[Collected data entries]

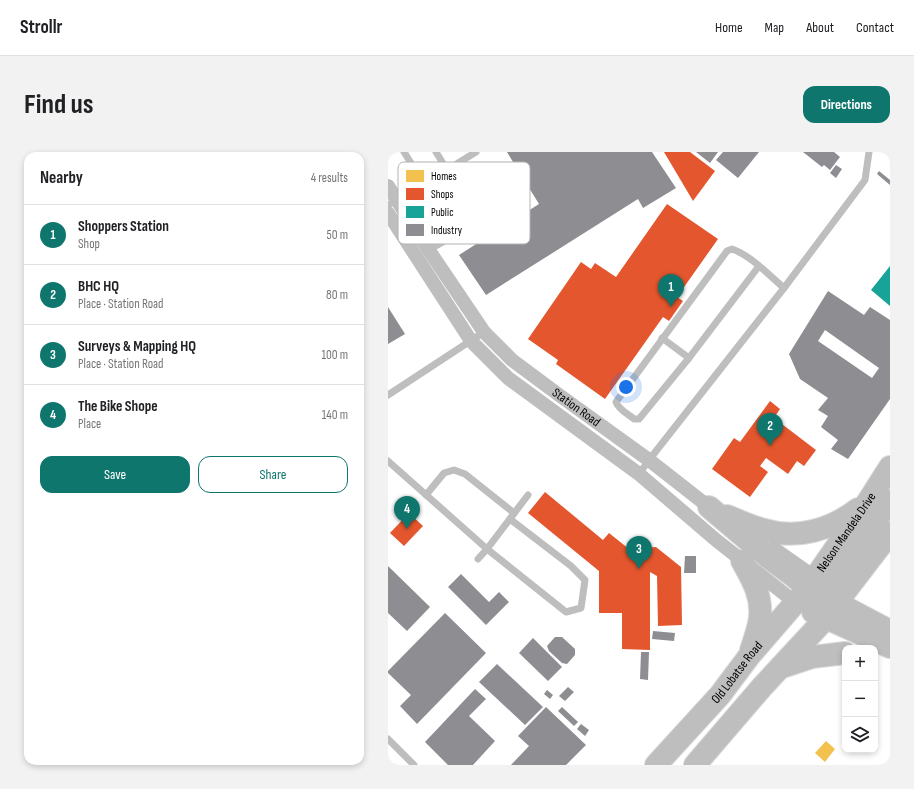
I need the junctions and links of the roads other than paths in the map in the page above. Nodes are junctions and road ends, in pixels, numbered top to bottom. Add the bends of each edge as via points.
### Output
1 (404, 152) edge
2 (436, 152) edge
3 (476, 152) edge
4 (869, 152) edge
5 (410, 162) edge
6 (442, 162) edge
7 (460, 162) edge
8 (388, 186) edge
9 (392, 202) edge
10 (388, 213) edge
11 (398, 229) edge
12 (408, 244) edge
13 (424, 244) edge
14 (437, 244) edge
15 (428, 249) junction
16 (418, 260) junction
17 (759, 266) junction
18 (784, 288) junction
19 (484, 332) junction
20 (662, 338) junction
21 (471, 341) junction
22 (689, 358) junction
23 (388, 395) edge
24 (649, 460) junction
25 (388, 461) edge
26 (890, 467) edge
27 (639, 474) junction
28 (426, 494) junction
29 (528, 495) dead end
30 (879, 500) edge
31 (717, 511) junction
32 (512, 516) junction
33 (890, 533) edge
34 (487, 549) junction
35 (478, 559) dead end
36 (742, 561) junction
37 (822, 597) junction
38 (890, 616) edge
39 (890, 631) edge
40 (890, 647) edge
41 (878, 653) edge
42 (842, 654) edge
43 (890, 654) edge
44 (750, 656) junction
45 (779, 668) junction
46 (720, 694) junction
47 (388, 739) edge
48 (696, 764) edge
49 (414, 765) edge
50 (656, 765) edge

1 - 5 lane
2 - 6 lane
3 - 7 lane
4 - 18 lane via 865,180
8 - 9 street, Station Road
10 - 11 street
12 - 16 street
13 - 15 street, Station Road
14 - 15 lane
15 - 16 lane
15 - 19 street, Station Road
16 - 21 street
17 - 18 lane
17 - 20 lane via 738,251 727,251
17 - 22 lane
18 - 24 lane
19 - 21 lane
19 - 24 street, Station Road via 512,360
20 - 22 lane
20 - 22 lane via 616,402 634,419 639,419
21 - 23 lane
21 - 27 street, Station Road via 508,378
24 - 27 lane
24 - 31 street, Station Road
25 - 28 lane
26 - 30 main road, Nelson Mandela Drive
27 - 36 street, Station Road
28 - 32 lane via 444,473 454,470 466,474
28 - 34 lane
29 - 32 lane
30 - 31 main road via 822,529 805,533 785,534 765,530
30 - 37 main road, Nelson Mandela Drive
31 - 37 main road via 769,558
32 - 34 lane
32 - 34 lane via 585,580 581,608 566,612
33 - 37 main road
34 - 35 lane
36 - 37 street, Station Road
36 - 44 main road via 760,600 760,618
37 - 38 main road
37 - 39 main road
37 - 40 main road
37 - 44 main road, Old Lobatse Road
37 - 45 main road
37 - 46 main road via 747,679
41 - 43 main road
42 - 45 main road via 812,657
44 - 46 main road, Old Lobatse Road
45 - 48 main road
46 - 50 main road, Old Lobatse Road
47 - 49 lane

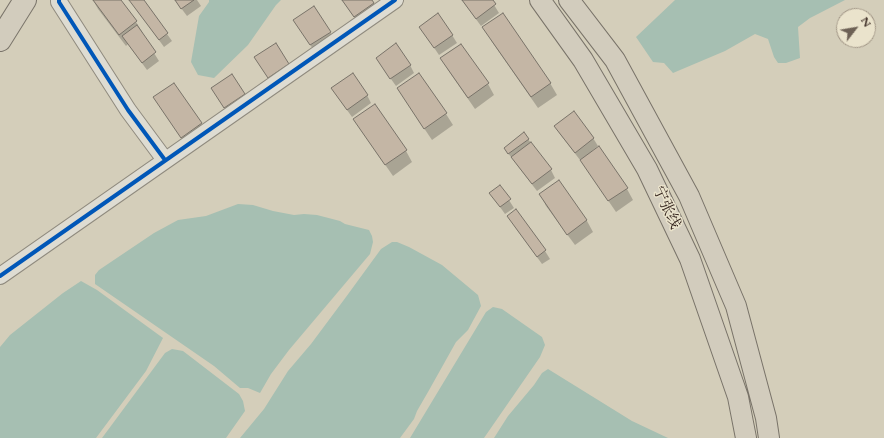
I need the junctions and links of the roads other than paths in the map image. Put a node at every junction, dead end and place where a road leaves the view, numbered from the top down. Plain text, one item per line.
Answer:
1 (25, 0) edge
2 (59, 0) edge
3 (395, 0) edge
4 (540, 0) edge
5 (569, 0) edge
6 (0, 40) edge
7 (165, 160) junction
8 (0, 276) edge
9 (746, 438) edge
10 (769, 438) edge

1 - 6 highway
2 - 7 street
3 - 7 street
4 - 9 main road, 宁张线
5 - 10 main road, 宁张线
7 - 8 street

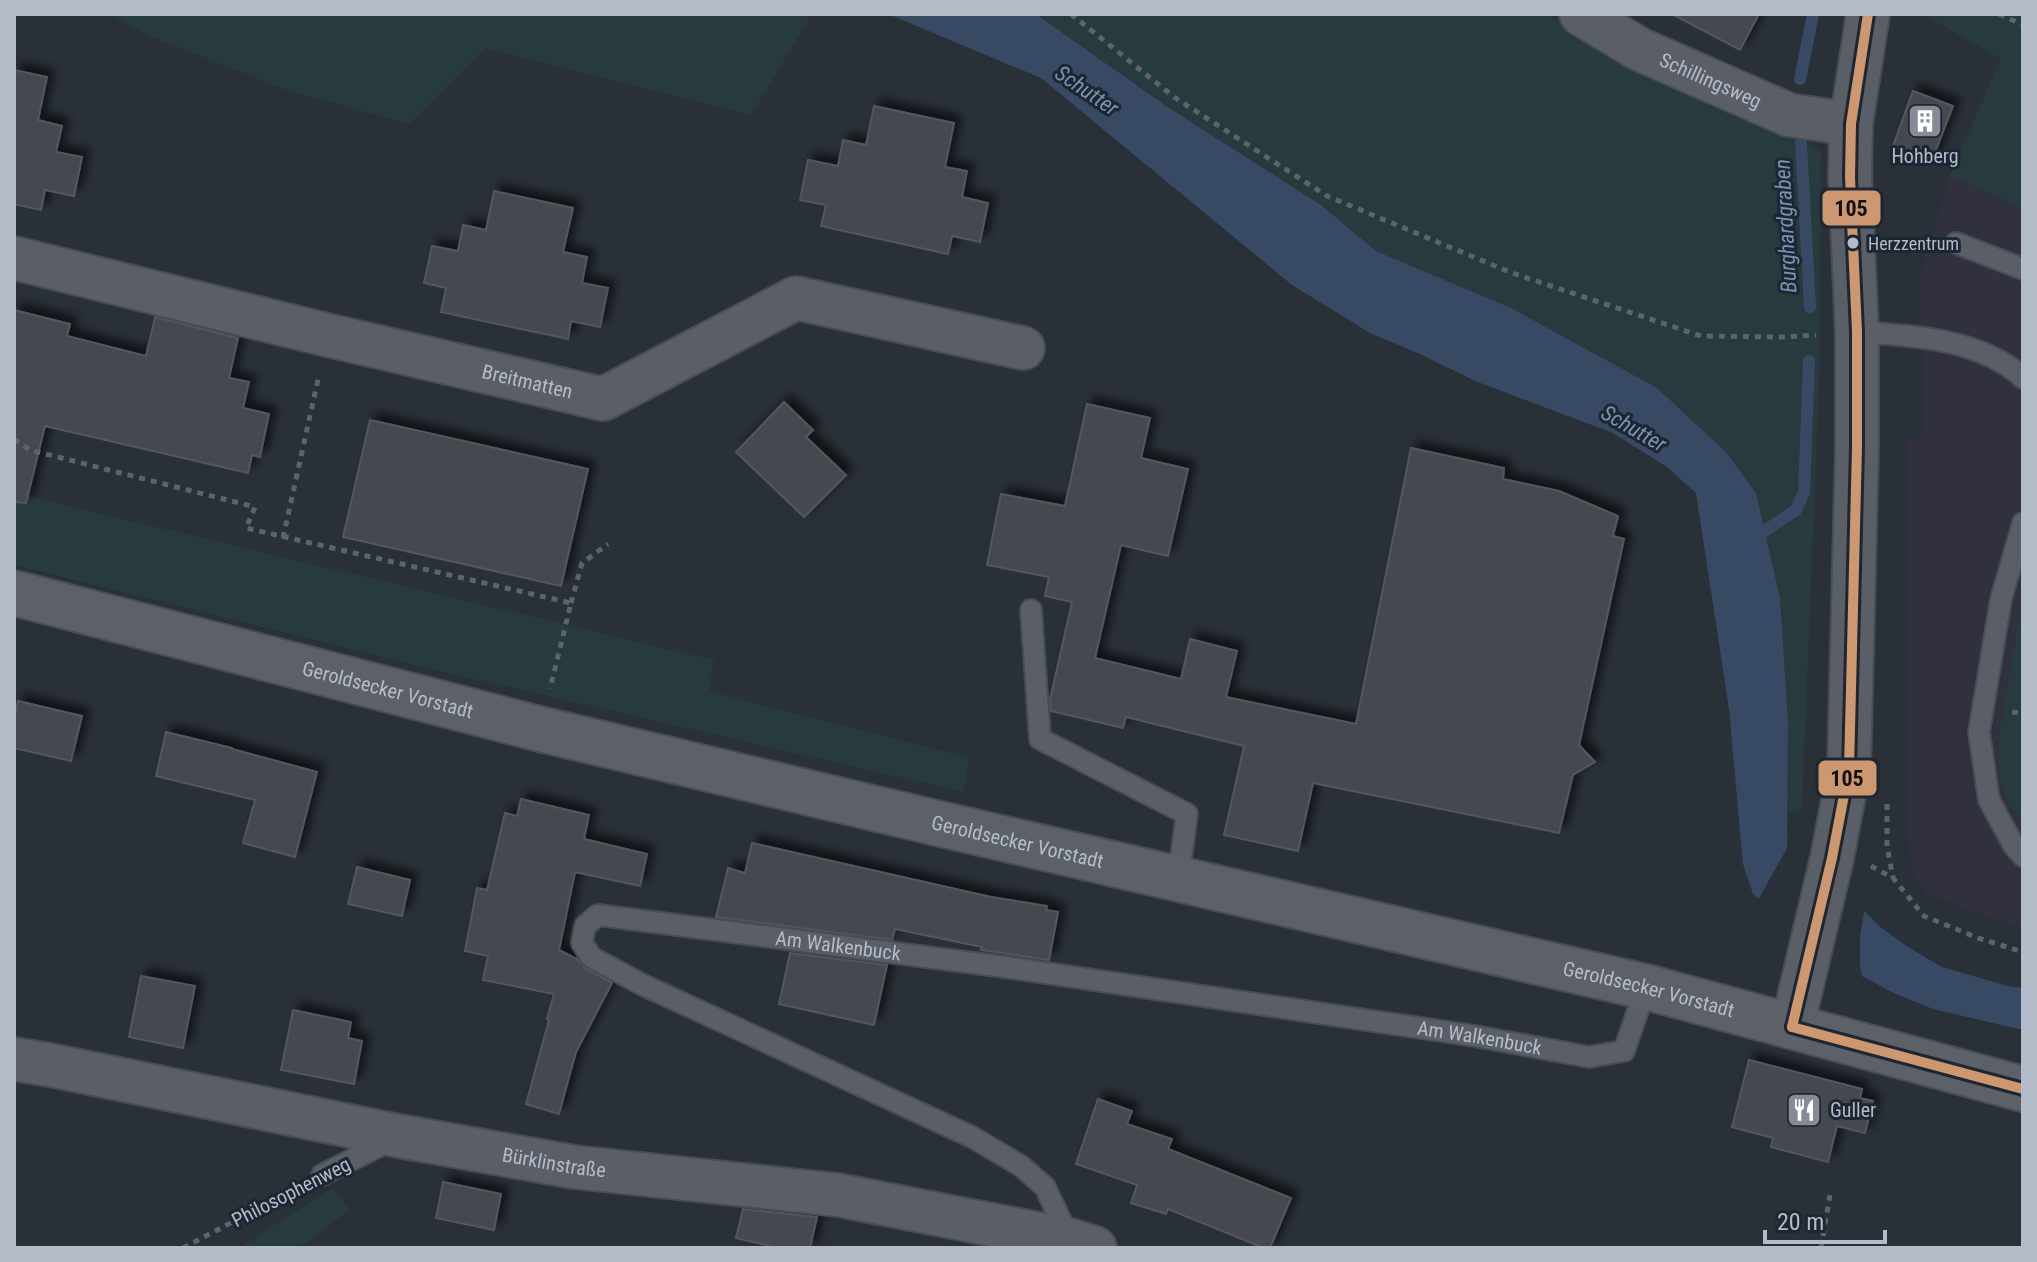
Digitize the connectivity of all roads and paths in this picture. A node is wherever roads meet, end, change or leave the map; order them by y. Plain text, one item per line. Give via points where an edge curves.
1 (1071, 14) edge
2 (1581, 14) edge
3 (1868, 14) edge
4 (1999, 14) edge
5 (2023, 25) edge
6 (1851, 124) junction
7 (1956, 243) dead end
8 (14, 258) edge
9 (2023, 269) edge
10 (1857, 332) junction
11 (327, 335) junction
12 (1023, 348) dead end
13 (2020, 370) edge
14 (14, 439) edge
15 (2023, 523) edge
16 (283, 538) junction
17 (608, 544) dead end
18 (14, 593) edge
19 (571, 603) junction
20 (1031, 610) dead end
21 (540, 729) junction
22 (2020, 849) edge
23 (1893, 878) dead end
24 (1178, 879) junction
25 (2023, 952) edge
26 (1646, 987) junction
27 (1792, 1027) junction
28 (14, 1059) edge
29 (2023, 1089) edge
30 (399, 1136) junction
31 (322, 1175) joint
32 (1830, 1195) dead end
33 (1083, 1244) edge
34 (183, 1248) edge
35 (1821, 1248) edge

1 - 10 path via 1174,97 1327,196 1512,273 1701,336
2 - 6 street, Schillingsweg via 1639,49 1789,115
3 - 6 street
4 - 5 path
6 - 10 street
7 - 9 lane
8 - 11 street, Breitmatten
10 - 13 lane via 1976,349
10 - 27 street via 1849,769
11 - 12 street, Breitmatten via 603,399 796,298
11 - 16 path
14 - 16 path via 30,450 255,507 246,528
15 - 22 lane via 2001,599 1979,732 1989,800
16 - 19 path
17 - 19 path via 582,563
18 - 21 main road, Geroldsecker Vorstadt
19 - 21 path
20 - 24 lane via 1040,739 1187,814
21 - 24 main road, Geroldsecker Vorstadt
23 - 25 path via 1924,916
24 - 26 main road, Geroldsecker Vorstadt
26 - 27 main road, Geroldsecker Vorstadt
26 - 33 lane, Am Walkenbuck via 1624,1051 1589,1057 990,965 598,915 585,926 582,943 591,957 972,1137 1021,1166 1045,1187
27 - 29 main road, Geroldsecker Vorstadt
28 - 30 street, Bürklinstraße
30 - 31 lane, Philosophenweg
30 - 33 street, Bürklinstraße via 574,1167 838,1195
31 - 34 path, Philosophenweg
32 - 35 path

| What you have to do |
Please count how many lines in the preceding records hold the word "where", then give only that number.

| Response |
2